Oh! how have I wasted in childish amusements, and frivolous
vanities, the precious moments of that girlhood which can never be
recalled, and left myself scarcely worthy to be an associate of Eve
Effingham!"
The first feelings of Grace had so far gotten the control, that she
scarce knew what she said, or to whom she was speaking; she even
wrung her hands, in the momentary bitterness of her regrets, and in a
way to arouse all the sympathy of a lover.
"No one but yourself would say this, Miss Van Cortlandt, and least of
all your admirable cousin."
"She is, indeed, my admirable cousin! But what are _we_, in
comparison with such a woman. Simple and unaffected as a child, with
the intelligence of a scholar; with all the graces of a woman, she
has the learning and mind of a man. Mistress of so many
languages----"
"But you, too, speak several, my dear Miss Van Cortlandt."
"Yes," said Grace, bitterly, "I _speak_ them, as the parrot repeats
words that he does not understand. But Eve Effingham has used these
languages as means, and she does not tell you merely what such a
phrase or idiom signifies, but what the greatest writers have thought
and written."
"No one has a more profound respect for your cousin than myself, Miss
Van Cortlandt, but justice to you requires that I should say her
great superiority over yourself has escaped me."

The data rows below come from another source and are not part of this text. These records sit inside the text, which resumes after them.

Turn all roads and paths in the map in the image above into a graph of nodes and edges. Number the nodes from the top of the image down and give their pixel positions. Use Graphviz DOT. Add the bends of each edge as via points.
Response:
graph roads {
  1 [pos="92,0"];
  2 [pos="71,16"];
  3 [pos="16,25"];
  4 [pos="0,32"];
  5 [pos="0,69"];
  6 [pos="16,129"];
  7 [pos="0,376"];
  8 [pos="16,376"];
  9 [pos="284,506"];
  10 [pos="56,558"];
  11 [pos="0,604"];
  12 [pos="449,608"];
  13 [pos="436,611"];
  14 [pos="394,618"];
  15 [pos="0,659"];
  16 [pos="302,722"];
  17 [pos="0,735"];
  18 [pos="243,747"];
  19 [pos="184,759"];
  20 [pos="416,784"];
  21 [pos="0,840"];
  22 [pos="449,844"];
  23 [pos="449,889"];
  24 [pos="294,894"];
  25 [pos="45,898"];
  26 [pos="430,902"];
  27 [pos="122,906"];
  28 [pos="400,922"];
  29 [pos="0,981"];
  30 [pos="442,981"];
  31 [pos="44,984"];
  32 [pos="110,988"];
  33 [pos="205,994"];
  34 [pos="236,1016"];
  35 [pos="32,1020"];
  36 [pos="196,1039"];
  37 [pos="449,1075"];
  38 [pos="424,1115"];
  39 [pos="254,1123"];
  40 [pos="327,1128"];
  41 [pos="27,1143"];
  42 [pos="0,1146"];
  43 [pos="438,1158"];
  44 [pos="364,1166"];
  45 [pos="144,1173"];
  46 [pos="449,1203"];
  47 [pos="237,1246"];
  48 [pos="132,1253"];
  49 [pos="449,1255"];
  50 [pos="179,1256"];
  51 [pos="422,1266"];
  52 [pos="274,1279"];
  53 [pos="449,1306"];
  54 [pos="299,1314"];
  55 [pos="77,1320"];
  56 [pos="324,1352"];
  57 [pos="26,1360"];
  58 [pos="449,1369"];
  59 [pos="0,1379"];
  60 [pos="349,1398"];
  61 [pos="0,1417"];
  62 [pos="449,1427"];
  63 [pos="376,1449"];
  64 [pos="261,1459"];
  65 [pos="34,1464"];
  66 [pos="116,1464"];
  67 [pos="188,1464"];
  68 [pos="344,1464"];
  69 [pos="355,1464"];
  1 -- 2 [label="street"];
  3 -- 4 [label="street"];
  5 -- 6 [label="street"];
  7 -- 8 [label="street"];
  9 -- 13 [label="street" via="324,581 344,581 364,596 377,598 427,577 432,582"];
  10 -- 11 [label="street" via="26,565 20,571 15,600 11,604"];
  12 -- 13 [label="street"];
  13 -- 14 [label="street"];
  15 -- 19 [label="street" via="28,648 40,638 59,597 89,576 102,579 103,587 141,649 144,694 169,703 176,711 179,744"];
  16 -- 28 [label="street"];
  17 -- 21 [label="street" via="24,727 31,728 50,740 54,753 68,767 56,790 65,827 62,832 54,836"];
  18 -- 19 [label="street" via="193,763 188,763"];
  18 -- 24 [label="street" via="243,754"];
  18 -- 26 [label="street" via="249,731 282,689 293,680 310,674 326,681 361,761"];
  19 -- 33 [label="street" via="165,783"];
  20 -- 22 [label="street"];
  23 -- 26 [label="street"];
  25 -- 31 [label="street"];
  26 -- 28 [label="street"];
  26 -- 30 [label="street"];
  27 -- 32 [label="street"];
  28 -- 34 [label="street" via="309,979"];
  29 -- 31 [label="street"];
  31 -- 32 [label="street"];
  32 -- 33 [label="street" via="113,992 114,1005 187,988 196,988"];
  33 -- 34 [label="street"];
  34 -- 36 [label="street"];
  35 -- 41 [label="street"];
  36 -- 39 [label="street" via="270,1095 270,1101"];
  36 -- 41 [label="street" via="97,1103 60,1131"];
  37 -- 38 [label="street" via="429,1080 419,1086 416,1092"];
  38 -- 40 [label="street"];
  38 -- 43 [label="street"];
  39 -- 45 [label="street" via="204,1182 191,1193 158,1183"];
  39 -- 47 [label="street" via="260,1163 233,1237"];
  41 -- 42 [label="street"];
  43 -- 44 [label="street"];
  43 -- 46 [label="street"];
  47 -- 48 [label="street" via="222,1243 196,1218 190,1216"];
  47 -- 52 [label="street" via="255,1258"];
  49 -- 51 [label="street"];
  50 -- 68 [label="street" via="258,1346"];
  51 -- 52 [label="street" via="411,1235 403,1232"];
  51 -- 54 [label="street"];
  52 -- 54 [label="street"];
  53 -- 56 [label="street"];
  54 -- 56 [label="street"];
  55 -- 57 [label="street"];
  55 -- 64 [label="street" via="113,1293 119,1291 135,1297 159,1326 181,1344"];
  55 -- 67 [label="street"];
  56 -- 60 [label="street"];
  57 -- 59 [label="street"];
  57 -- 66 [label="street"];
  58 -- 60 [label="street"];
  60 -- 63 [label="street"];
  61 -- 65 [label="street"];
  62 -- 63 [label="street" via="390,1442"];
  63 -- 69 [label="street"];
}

"This may be true, Sir George Templemore, and for a long time it
escaped me too. I have only learned to prize her as she ought to be
prized by an intimate acquaintance; hour by hour, as it might be. But
even you must have observed how quick and intuitively my cousin and
Mrs. Bloomfield have understood each other to-day; how much extensive
reading, and, what polished tastes they have both shown, and all so
truly feminine! Mrs. Bloomfield is a remarkable woman, but she loves
these exhibitions, for she knows she excels in them. Not so with Eve
Effingham, who, while she so thoroughly enjoys every thing
intellectual, is content, always, to seem so simple. Now, it happens,
that the conversation turned once to-day on a subject that my cousin,
no later than yesterday, fully explained to me, at my own earnest
request; and I observed that, while she joined so naturally with Mrs.
Bloomfield in adding to our pleasure, she kept back half what she
knew, lest she might seem to surpass her friend. No--no--no--there is
not such another woman as Eve Effingham in this world!"